• _EXERCISE DETAILS_: Your task is to copy each line in the listing that includes the word "Answer".

• _EXERCISE DATA_:
━━━━━━━━━━

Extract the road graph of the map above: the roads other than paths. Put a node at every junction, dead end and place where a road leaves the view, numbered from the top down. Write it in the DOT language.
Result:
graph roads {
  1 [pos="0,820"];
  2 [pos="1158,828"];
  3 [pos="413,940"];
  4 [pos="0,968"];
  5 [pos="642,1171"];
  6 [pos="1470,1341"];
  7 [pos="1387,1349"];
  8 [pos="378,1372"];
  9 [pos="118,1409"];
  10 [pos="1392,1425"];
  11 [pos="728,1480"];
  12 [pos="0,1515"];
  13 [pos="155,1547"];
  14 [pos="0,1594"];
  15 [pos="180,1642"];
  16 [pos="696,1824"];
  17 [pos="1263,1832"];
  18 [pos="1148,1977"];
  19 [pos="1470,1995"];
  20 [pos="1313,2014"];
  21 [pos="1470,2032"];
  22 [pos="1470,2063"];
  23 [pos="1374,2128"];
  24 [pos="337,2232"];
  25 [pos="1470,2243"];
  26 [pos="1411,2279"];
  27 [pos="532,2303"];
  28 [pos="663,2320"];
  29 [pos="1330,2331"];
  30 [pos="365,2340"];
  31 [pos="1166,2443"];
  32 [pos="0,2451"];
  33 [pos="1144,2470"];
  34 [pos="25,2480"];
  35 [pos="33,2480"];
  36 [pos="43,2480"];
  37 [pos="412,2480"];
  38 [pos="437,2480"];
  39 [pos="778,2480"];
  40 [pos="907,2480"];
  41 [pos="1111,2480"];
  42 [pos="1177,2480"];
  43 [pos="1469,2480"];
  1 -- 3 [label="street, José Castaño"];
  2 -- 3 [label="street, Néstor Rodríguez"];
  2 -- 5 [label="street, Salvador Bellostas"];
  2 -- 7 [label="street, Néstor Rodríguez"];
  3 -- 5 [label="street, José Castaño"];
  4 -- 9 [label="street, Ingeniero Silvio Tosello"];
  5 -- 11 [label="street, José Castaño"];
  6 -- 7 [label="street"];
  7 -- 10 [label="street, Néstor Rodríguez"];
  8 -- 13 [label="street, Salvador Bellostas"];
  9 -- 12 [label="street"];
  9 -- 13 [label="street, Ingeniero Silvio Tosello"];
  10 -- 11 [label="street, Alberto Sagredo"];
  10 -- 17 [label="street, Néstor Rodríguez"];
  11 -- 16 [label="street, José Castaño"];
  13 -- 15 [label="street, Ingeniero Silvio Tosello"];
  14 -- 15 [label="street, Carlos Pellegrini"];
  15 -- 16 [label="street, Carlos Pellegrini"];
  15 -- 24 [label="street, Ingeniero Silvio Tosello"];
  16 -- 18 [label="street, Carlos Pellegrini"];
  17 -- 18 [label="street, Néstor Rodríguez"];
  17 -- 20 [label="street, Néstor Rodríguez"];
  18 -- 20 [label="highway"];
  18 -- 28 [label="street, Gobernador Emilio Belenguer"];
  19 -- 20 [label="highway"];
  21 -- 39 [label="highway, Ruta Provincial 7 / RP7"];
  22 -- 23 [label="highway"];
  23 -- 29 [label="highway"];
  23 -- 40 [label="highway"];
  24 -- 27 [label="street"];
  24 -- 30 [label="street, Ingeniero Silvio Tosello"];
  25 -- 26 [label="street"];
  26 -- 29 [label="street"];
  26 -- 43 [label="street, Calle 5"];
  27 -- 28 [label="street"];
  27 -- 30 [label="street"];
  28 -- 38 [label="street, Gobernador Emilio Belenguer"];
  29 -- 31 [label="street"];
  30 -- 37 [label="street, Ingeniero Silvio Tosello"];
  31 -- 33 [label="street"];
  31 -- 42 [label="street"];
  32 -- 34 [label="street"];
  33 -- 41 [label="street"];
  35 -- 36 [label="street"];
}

━━━━━━━━━━

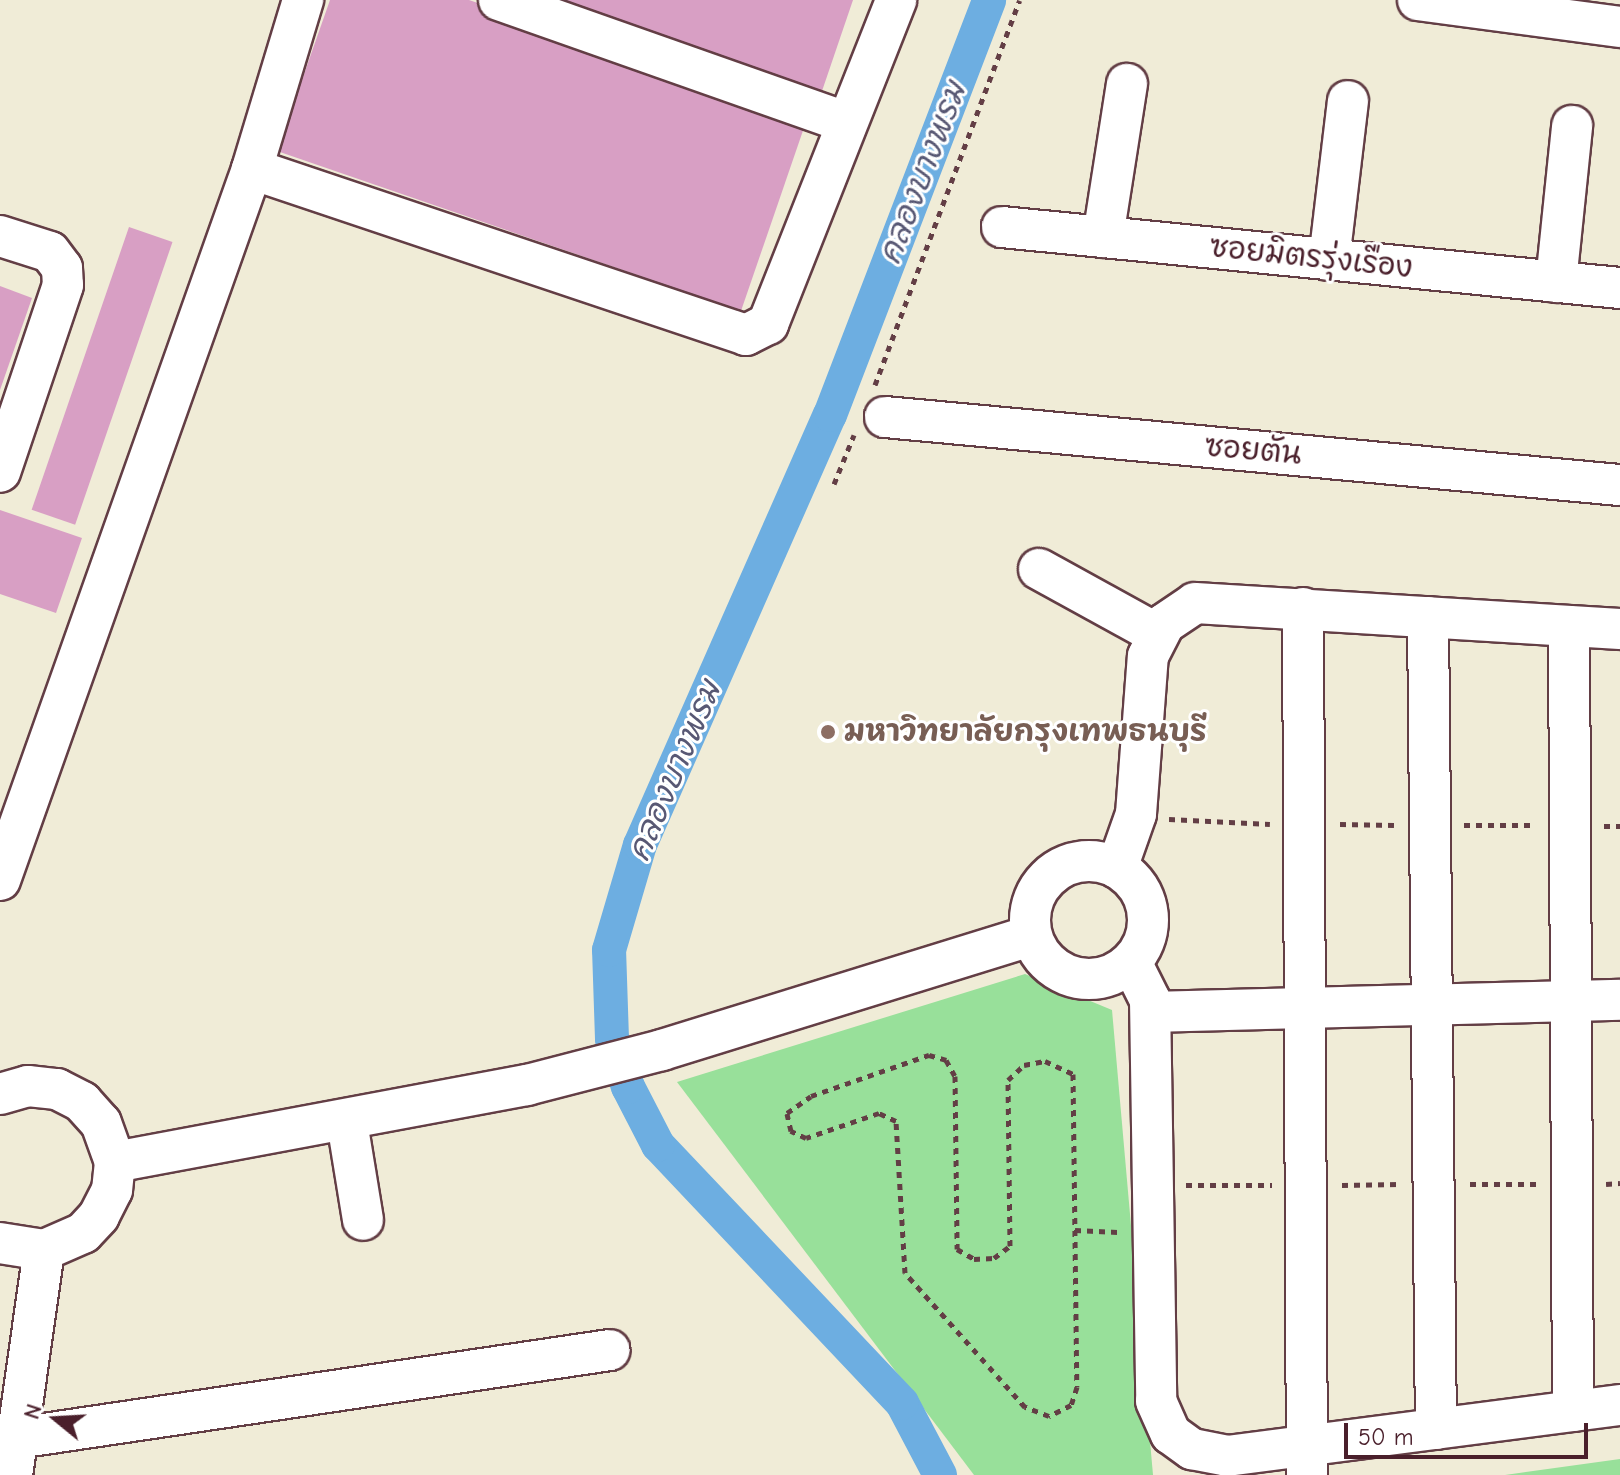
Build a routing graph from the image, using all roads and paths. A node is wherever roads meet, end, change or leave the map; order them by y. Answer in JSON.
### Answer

━━━━━━━━━━

• _SOLUTION_:
Build a routing graph from the image, using all roads and paths. A node is wherever roads meet, end, change or leave the map; order them by y. Answer in JSON.
### Answer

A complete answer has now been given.